Diagnosis can be made by immunofluorescent or immunoblot assay. ELISA utilizing IgM is preferred. Virus isolation, however, is not useful due to the low yield despite demonstrating easy detectability by quantitative polymerase chain reaction (PCR). 
Acute Respiratory Distress Syndrome (ARDS)
- Acute onset of dyspnea with bilateral chest X-ray non-cardiogenic infiltrates and PaO2/FiO2 less than 300
- Difficult to delineate ARDS from Hantavirus
- Must look for inciting factors
- Management is similar
- If the patient requires mechanical ventilation and bronchoalveolar lavage obtained, other presenting pathogens may guide antibiotic therapy
- Broad-spectrum antibiotic treatment not shown to change outcomes of Hantavirus for better or worse
- Influenza PCR helpful for ruling-in influenza pneumonia instead of Hantavirus
Viral Hemorrhagic Fevers
- Specific PCRs necessary to diagnose a single etiology
- Treatment still supportive care in the ICU
By the time a patient requires hospitalization, transformation into the second stage of the disease (cardiopulmonary compromise or hemorrhagic fever with renal insufficiency) has already developed. A cough and vomiting may dominate the clinical presentation at this point. Orthostatic hypotension, tachycardia, and tachypnea will likely all be present. The first significant abnormal laboratory test, which is also the most useful, is platelet count. Thrombocytopenia or decreasing platelet count warrants admission to the hospital for further evaluation.
Hematuria has been noted as a marker of kidney injury but has not been correlated with thrombocytopenia. 
Despite appropriate treatment in the ICU, around one-third of patients will die in the first 48 hours after admission. Almost half of the patients admitted with Hantavirus will not require mechanical ventilation via intubation if appropriately managed with judicious fluids and close monitoring.
Should patients improve within the first few days, there is a good probability of extubation within the first week, and often there are no major long-term complications. Subjective complaints of dyspnea, fatigue, and myalgias may occur.
Higher titers of antibodies neutralizing the viral nucleocapsid immune complexes correlate with a higher likelihood of survival.
Significant long-term complications of Hantavirus or HFRS are rare; however, short-term complications, including death, have a high incidence. 
Deterrence and Patient Education
A vaccine that was, but is no longer, produced in Asia demonstrates protective immunity but requires frequent booster administration for effect. There is no vaccine utilized in Europe or the United States outside of clinical trials.
Pearls and Other Issues
Hantavirus does not affect children as dramatically as it does adults. 

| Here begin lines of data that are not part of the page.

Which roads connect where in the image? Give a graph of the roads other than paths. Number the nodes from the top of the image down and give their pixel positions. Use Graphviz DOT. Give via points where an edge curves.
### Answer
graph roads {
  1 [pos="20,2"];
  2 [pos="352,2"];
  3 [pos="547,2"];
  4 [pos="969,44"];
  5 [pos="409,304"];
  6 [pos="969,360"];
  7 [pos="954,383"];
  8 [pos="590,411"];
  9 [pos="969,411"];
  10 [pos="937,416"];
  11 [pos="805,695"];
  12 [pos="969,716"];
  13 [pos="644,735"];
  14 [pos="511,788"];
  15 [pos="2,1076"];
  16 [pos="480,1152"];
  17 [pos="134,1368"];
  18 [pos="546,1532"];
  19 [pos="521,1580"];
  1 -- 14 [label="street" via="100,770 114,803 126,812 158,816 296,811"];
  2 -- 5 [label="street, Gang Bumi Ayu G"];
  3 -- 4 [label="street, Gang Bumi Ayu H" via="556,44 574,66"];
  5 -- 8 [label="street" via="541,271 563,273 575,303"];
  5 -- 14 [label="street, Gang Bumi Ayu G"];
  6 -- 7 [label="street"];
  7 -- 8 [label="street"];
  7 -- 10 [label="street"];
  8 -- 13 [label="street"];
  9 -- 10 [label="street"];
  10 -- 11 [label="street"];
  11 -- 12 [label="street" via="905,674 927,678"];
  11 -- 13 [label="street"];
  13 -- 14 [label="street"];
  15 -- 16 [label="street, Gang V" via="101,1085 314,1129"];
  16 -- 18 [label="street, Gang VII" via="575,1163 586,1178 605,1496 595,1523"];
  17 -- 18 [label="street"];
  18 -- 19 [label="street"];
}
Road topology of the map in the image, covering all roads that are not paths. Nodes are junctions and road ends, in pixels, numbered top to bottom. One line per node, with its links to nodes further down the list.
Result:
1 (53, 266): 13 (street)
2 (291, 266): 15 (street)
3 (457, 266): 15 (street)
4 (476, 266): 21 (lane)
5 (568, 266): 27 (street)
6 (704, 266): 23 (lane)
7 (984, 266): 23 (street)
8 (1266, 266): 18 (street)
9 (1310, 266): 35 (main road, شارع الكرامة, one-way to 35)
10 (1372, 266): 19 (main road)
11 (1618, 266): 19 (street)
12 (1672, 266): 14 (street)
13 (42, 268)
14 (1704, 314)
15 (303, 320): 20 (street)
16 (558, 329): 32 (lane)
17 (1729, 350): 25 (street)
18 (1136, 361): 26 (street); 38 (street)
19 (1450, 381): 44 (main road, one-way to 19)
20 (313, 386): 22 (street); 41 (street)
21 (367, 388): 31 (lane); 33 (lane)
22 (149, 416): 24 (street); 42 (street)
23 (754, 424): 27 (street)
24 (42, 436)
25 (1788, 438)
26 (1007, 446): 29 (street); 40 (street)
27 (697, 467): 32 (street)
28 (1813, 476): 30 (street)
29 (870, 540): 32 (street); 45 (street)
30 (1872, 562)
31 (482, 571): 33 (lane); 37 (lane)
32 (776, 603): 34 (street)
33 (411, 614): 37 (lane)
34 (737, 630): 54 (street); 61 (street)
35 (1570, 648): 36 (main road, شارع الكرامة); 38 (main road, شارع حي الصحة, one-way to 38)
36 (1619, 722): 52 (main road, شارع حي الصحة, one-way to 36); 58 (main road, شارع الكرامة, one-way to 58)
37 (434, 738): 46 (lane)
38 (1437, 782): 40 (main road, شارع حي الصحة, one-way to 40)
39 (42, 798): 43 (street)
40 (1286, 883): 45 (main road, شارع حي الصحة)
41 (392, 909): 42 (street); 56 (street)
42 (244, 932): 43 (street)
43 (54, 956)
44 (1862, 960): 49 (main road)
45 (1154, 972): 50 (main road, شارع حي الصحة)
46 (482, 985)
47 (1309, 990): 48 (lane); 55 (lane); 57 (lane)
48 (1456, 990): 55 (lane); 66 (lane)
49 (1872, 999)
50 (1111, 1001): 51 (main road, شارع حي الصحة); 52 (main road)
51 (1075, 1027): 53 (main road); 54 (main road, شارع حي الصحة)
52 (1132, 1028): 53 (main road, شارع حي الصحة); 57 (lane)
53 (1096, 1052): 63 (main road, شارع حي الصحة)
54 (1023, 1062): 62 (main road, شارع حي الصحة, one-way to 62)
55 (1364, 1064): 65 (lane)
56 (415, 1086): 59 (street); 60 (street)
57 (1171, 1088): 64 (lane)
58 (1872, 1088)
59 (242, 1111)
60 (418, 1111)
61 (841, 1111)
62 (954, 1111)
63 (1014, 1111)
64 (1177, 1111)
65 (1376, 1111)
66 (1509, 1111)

Enhancing Healthcare Team Outcomes
Hantavirus is a lethal infection and despite optimal treatment, mortality rates are high. Because the infection can involve many organs, it is best managed by an interprofessional team that includes an infectious disease expert, ICU nurses, hematologist, nephrologist, pulmonologist, and a neurologist. The key is to prevent the infection in the first place.
Prevention is best approached by minimizing human-rodent contact. Pest control and removal of mice from living areas are key. Ventilating homes and allowing natural light into the area for neutralization of the virus by ultraviolet light may prevent the spread of the infection. Minimize food available for rodents. When disposing of dead rodents, carefully handle them using air filtration and gloves.